Perhaps no game stood out more to me than another Konami hit, X-Men, quite possibly my first introduction to the popular comic series. For those who are unaware, X-Men came in two varieties: a standard size machine that allowed up to four players, and a much larger counterpart that spread the game across two monitors and could be played by up to six people. This was the version that Electric Avenue had. Suddenly no trip to the Avalon Mall was complete without standing there amongst the crowd of people waiting for their turn to play X-Men. I may have gotten to play it once or twice, never for very long, and that was completely okay. Like always, I was over joyed just to be in the machine’s presence, watching my favorite X-Man, Nightcrawler, zip across the screen, soaking in the game’s music and punching sound effects that somehow managed to break through the noise of the crowd.

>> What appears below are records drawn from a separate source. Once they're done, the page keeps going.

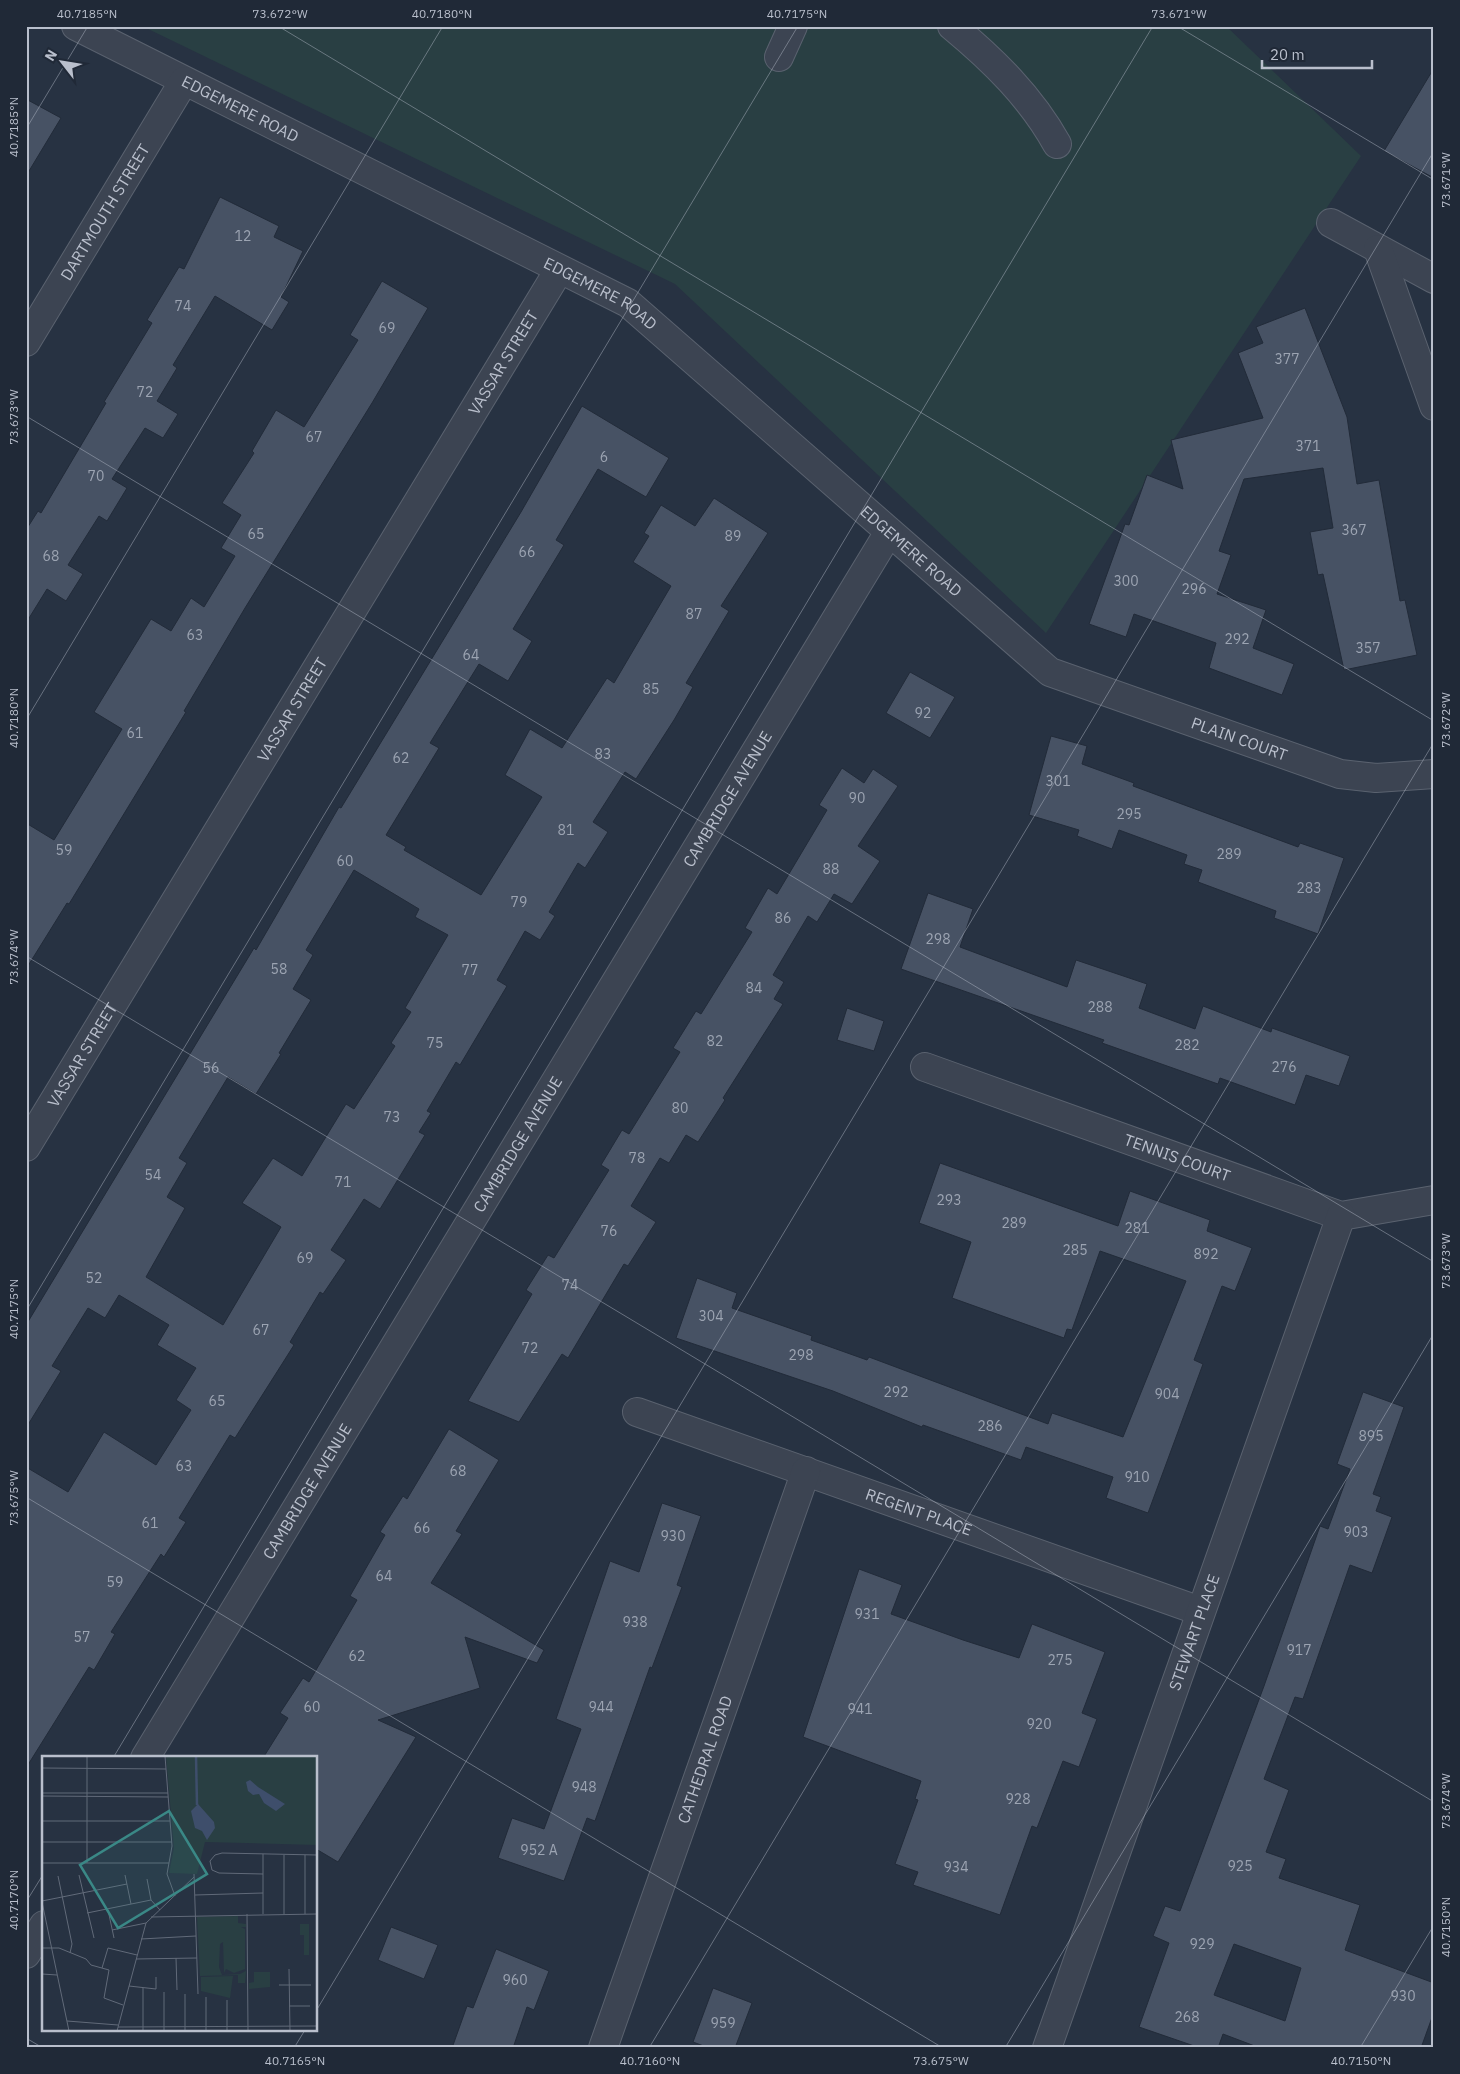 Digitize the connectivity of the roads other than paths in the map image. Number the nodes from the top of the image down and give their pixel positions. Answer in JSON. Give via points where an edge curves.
{"nodes":[{"id":1,"x":76,"y":26,"type":"edge"},
{"id":2,"x":793,"y":26,"type":"edge"},
{"id":3,"x":952,"y":26,"type":"edge"},
{"id":4,"x":779,"y":57,"type":"dead end"},
{"id":5,"x":184,"y":81,"type":"junction"},
{"id":6,"x":1057,"y":144,"type":"dead end"},
{"id":7,"x":1331,"y":223,"type":"dead end"},
{"id":8,"x":1378,"y":249,"type":"junction"},
{"id":9,"x":559,"y":270,"type":"junction"},
{"id":10,"x":1434,"y":279,"type":"edge"},
{"id":11,"x":26,"y":342,"type":"edge"},
{"id":12,"x":1434,"y":406,"type":"edge"},
{"id":13,"x":888,"y":532,"type":"junction"},
{"id":14,"x":1050,"y":672,"type":"joint"},
{"id":15,"x":1434,"y":774,"type":"edge"},
{"id":16,"x":925,"y":1067,"type":"dead end"},
{"id":17,"x":26,"y":1148,"type":"edge"},
{"id":18,"x":1434,"y":1200,"type":"edge"},
{"id":19,"x":1341,"y":1216,"type":"junction"},
{"id":20,"x":637,"y":1412,"type":"dead end"},
{"id":21,"x":806,"y":1471,"type":"junction"},
{"id":22,"x":1200,"y":1611,"type":"junction"},
{"id":23,"x":146,"y":1756,"type":"edge"},
{"id":24,"x":603,"y":2048,"type":"edge"},
{"id":25,"x":1046,"y":2048,"type":"edge"}],
"edges":[{"from":1,"to":5,"type":"street","name":"EDGEMERE ROAD"},
{"from":2,"to":4,"type":"street"},
{"from":3,"to":6,"type":"street","via":[[1012,81],[1044,120]]},
{"from":5,"to":9,"type":"street","name":"EDGEMERE ROAD"},
{"from":5,"to":11,"type":"street","name":"DARTMOUTH STREET"},
{"from":7,"to":8,"type":"street"},
{"from":8,"to":10,"type":"street"},
{"from":8,"to":12,"type":"street"},
{"from":9,"to":13,"type":"street","name":"EDGEMERE ROAD","via":[[628,303],[650,320]]},
{"from":9,"to":17,"type":"street","name":"VASSAR STREET"},
{"from":13,"to":14,"type":"street","name":"EDGEMERE ROAD"},
{"from":13,"to":23,"type":"street","name":"CAMBRIDGE AVENUE"},
{"from":14,"to":15,"type":"street","name":"PLAIN COURT","via":[[1340,774],[1376,778]]},
{"from":16,"to":19,"type":"street","name":"TENNIS COURT"},
{"from":18,"to":19,"type":"street","name":"TENNIS COURT"},
{"from":19,"to":22,"type":"street","name":"STEWART PLACE"},
{"from":20,"to":21,"type":"street","name":"REGENT PLACE"},
{"from":21,"to":22,"type":"street","name":"REGENT PLACE"},
{"from":21,"to":24,"type":"street","name":"CATHEDRAL ROAD"},
{"from":22,"to":25,"type":"street","name":"STEWART PLACE"}]}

Compared to a lot of kids I knew, and would meet later in life, I was fortunate that my parents would make semi-frequent trips into St. John’s, especially around the holiday season, so while I didn’t live around an arcade, I probably got to visit one more than a lot of the kids my age. What helped increase my odds of a trip into the city is when my parents signed us up for swim team. I’m not very a competitive person, and I enjoyed swim team enough, but as you can wager, I would’ve preferred to be spending my time playing video games.

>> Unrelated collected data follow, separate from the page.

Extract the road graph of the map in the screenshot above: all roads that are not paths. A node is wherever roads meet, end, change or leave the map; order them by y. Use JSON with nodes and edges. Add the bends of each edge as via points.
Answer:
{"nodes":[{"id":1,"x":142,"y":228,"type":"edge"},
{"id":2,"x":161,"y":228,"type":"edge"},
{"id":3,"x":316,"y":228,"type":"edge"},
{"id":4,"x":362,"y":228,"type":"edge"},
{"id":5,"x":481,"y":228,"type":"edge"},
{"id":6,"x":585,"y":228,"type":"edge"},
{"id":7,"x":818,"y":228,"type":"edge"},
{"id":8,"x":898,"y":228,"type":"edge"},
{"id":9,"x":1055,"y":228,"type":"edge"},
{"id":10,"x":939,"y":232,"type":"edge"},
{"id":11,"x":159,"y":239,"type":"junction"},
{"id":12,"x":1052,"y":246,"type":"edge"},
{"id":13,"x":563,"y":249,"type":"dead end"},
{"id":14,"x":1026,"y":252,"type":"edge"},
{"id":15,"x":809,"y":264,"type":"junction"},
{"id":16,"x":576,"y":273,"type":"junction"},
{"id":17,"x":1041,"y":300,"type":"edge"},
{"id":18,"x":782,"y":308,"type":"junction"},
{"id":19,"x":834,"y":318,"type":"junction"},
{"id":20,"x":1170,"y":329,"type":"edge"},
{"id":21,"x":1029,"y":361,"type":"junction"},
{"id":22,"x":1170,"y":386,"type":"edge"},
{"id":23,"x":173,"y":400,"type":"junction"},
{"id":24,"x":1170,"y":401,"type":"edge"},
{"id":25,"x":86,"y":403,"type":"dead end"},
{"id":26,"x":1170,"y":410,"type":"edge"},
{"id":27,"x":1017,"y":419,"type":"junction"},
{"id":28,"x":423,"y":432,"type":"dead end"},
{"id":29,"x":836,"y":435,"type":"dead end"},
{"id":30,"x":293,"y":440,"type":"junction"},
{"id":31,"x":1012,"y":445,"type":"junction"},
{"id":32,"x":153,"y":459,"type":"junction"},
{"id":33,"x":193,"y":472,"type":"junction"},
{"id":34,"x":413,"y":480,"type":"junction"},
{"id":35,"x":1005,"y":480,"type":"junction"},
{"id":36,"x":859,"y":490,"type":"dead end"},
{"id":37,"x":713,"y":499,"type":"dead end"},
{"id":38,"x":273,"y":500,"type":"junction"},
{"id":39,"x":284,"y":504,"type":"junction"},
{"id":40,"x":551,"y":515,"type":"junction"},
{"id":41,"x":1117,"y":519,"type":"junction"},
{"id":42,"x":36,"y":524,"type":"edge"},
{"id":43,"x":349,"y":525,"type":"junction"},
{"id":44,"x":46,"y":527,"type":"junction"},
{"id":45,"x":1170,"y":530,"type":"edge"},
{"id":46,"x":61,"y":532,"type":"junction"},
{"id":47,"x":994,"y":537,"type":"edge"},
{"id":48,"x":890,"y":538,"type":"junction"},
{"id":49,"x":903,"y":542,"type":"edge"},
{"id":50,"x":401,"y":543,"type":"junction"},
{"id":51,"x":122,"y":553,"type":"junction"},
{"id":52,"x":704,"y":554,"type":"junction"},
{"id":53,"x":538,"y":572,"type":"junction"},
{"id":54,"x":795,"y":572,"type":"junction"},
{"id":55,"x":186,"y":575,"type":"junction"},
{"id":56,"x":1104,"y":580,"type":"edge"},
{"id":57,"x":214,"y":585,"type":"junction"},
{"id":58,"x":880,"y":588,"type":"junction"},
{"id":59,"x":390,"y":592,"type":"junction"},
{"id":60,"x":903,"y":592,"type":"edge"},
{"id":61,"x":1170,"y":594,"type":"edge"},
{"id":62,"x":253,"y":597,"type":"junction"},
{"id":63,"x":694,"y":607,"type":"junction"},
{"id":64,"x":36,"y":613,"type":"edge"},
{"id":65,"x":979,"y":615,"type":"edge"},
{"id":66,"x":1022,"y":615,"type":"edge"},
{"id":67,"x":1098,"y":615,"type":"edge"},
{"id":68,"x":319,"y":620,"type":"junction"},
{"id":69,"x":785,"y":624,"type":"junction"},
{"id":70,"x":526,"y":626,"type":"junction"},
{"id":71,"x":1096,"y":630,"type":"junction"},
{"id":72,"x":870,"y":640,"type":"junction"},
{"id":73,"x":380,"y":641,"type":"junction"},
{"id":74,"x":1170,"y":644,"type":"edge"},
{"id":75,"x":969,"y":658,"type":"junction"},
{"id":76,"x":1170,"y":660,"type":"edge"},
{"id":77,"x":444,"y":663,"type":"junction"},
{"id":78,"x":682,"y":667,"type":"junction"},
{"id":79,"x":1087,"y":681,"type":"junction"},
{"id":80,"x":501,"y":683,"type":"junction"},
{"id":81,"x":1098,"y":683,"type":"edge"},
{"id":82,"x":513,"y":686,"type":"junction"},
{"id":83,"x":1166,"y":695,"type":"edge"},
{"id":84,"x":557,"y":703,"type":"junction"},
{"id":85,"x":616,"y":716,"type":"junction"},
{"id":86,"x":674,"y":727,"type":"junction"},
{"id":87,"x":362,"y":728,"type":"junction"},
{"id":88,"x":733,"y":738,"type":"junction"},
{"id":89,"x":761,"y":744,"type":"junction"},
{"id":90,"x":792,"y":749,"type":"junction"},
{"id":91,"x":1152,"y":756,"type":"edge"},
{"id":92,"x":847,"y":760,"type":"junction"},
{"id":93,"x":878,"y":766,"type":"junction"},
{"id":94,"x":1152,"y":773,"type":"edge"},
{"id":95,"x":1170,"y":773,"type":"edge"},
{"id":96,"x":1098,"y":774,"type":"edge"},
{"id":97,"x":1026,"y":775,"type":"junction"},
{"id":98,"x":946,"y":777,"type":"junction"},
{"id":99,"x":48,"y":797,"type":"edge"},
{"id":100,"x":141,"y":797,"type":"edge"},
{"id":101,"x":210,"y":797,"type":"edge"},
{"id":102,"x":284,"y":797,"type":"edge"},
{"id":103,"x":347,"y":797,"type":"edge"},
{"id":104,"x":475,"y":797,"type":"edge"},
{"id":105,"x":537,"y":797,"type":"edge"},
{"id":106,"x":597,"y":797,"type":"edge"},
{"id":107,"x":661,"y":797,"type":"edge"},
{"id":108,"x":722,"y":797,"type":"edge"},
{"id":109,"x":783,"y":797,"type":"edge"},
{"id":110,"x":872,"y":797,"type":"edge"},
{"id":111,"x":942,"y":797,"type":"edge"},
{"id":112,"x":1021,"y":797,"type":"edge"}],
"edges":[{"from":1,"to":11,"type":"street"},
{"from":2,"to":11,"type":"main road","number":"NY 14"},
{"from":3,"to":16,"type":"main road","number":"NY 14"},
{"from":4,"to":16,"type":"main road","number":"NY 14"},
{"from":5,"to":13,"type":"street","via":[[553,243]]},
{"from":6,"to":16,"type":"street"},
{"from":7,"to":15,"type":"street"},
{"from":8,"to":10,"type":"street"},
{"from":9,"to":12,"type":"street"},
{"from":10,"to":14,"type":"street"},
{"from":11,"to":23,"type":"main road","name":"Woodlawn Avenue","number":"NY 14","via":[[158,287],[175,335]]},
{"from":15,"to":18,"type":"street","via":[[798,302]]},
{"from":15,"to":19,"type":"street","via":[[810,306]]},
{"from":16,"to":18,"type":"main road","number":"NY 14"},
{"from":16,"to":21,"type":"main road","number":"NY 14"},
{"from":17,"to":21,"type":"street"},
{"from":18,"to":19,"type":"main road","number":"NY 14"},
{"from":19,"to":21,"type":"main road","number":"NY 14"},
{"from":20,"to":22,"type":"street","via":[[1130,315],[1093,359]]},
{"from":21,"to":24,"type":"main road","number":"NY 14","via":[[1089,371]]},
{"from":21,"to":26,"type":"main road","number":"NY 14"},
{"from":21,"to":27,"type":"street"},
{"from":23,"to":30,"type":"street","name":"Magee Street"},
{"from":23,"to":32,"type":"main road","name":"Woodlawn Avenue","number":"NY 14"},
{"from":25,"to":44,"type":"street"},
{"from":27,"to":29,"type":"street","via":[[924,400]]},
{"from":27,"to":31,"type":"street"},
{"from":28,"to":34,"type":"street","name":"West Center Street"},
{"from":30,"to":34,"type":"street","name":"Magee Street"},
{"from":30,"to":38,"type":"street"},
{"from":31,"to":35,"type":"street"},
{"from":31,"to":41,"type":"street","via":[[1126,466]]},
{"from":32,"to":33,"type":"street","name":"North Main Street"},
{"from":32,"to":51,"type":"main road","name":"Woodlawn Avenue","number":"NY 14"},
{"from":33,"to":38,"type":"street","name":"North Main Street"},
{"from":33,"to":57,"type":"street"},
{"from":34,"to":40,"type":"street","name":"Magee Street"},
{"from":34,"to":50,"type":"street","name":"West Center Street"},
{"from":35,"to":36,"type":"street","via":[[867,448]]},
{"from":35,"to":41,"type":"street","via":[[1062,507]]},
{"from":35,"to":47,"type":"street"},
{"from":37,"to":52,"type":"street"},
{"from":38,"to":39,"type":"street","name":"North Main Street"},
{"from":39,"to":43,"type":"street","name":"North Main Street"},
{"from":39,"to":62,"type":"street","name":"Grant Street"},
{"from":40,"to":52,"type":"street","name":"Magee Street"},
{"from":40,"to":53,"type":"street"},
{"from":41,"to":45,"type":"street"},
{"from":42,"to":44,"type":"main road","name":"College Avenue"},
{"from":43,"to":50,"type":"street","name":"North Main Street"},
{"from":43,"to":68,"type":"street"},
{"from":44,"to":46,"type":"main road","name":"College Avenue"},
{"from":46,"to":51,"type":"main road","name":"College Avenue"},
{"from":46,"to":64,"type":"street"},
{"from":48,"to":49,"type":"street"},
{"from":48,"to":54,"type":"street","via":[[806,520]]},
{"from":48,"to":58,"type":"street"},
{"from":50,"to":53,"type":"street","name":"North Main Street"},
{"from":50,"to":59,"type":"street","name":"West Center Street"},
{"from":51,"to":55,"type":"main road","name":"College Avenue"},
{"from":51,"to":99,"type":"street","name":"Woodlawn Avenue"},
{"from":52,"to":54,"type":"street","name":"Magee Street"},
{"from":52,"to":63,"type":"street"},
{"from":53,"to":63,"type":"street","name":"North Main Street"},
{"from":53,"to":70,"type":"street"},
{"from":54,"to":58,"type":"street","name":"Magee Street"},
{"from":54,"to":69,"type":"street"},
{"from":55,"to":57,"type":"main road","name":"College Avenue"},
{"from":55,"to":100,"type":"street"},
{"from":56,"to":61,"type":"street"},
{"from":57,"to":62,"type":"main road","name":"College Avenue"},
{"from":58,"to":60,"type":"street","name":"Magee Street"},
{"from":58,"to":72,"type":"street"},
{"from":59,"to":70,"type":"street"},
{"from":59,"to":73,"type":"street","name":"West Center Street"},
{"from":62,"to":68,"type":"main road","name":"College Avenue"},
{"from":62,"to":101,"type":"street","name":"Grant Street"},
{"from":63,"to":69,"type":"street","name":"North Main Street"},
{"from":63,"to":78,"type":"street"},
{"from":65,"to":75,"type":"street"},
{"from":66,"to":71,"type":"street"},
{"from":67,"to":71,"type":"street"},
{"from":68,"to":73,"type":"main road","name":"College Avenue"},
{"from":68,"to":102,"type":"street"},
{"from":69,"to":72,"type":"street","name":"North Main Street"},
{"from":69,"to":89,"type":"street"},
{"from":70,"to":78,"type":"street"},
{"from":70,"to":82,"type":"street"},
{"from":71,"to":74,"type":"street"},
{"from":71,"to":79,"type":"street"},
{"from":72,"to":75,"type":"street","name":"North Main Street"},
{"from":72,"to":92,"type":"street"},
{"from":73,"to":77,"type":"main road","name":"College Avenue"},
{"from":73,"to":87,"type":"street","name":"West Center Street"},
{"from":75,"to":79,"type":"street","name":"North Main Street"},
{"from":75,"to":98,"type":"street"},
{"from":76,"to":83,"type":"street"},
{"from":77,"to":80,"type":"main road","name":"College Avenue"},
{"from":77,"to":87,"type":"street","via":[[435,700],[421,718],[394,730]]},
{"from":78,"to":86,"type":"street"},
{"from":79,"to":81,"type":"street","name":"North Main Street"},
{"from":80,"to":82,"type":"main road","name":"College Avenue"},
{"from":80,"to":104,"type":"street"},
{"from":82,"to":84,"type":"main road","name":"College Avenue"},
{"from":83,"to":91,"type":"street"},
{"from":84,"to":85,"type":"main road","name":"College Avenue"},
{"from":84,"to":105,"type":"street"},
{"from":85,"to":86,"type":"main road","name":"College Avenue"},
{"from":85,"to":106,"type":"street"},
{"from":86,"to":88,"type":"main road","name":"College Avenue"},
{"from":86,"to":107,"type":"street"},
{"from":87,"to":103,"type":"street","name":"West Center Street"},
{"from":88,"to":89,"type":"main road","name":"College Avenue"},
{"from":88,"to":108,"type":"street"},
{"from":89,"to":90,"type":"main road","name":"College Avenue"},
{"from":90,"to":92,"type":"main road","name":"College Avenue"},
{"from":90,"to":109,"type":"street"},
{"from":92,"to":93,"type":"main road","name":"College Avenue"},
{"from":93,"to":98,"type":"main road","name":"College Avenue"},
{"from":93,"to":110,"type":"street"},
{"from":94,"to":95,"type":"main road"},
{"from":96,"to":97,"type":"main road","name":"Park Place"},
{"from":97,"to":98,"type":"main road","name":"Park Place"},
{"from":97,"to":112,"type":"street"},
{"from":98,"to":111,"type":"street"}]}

Throughout the year though, swim meets were held across the province, many in St. John’s, or places surrounding in like Mt. Pearl and Conception Bay South – C.B.S for short. What this meant was that between the races in the morning and the evening, we would go to the mall to grab a bite to eat at the food court and then spend a few hours there. It was rough getting up early in the morning for these meets, I’m sure more so for my parents who would have to drive us, but what kept my energy up was knowing that I had the chance to maybe go to the arcade. I could only imagine how many gold medals I could’ve got placed around my neck if I was as focused on my swimming as I was the reward of going to the mall. I made it to the Summer Games – a youth sporting event held every four years in our province – in the year 2000, and what I remember most is that the lodgings they had set up for us had Crazy Taxi and Tekken Tag Tournament.

Seeking out opportunities to play arcade machines has been an ongoing quest pretty much all of my life. My grandparents on my mom’s side would take many trips to western Canada during the summer, and I was always willing to go with my parents to pick them up at the airport in St. John’s to see what new machines were there. Even in my thirties I’m not that much different now in a lot of respects  to when I was a kid. During a family vacation in 2018 where we bounced around Ontario, I took every opportunity to look up if there was any arcades close to where we were staying. My brother upon graduating high school moved to the nation’s capital, Ottawa, where he has lived since 1999. Every time I visit, we always make a point to stop into the House of TARG, a pinball barcade that serves delicious perogies. I follow the place on Facebook and always tell my brother to play whatever new game they get in on my behalf.

What I feel I missed most about not growing up close to an arcade was the electrifying energy in the air from seeing a crowd of people huddled around a screen, rooting on complete strangers  to complete a game or watch them go toe-to-toe in fierce competition. Streaming platforms like Twitch, Mixer and YouTube allow people to do this from the comfort of our own homes now, while getting to chat with people all around the world no less. Despite how connected this makes us, it still feels rather lonely and disconnected though compared to a time when people were leaving their houses and forming new bonds over a shared love of video games.

This could also just be related to my own personal longing for an era in video game history that I desperately wanted to be a part of that will never come to pass again.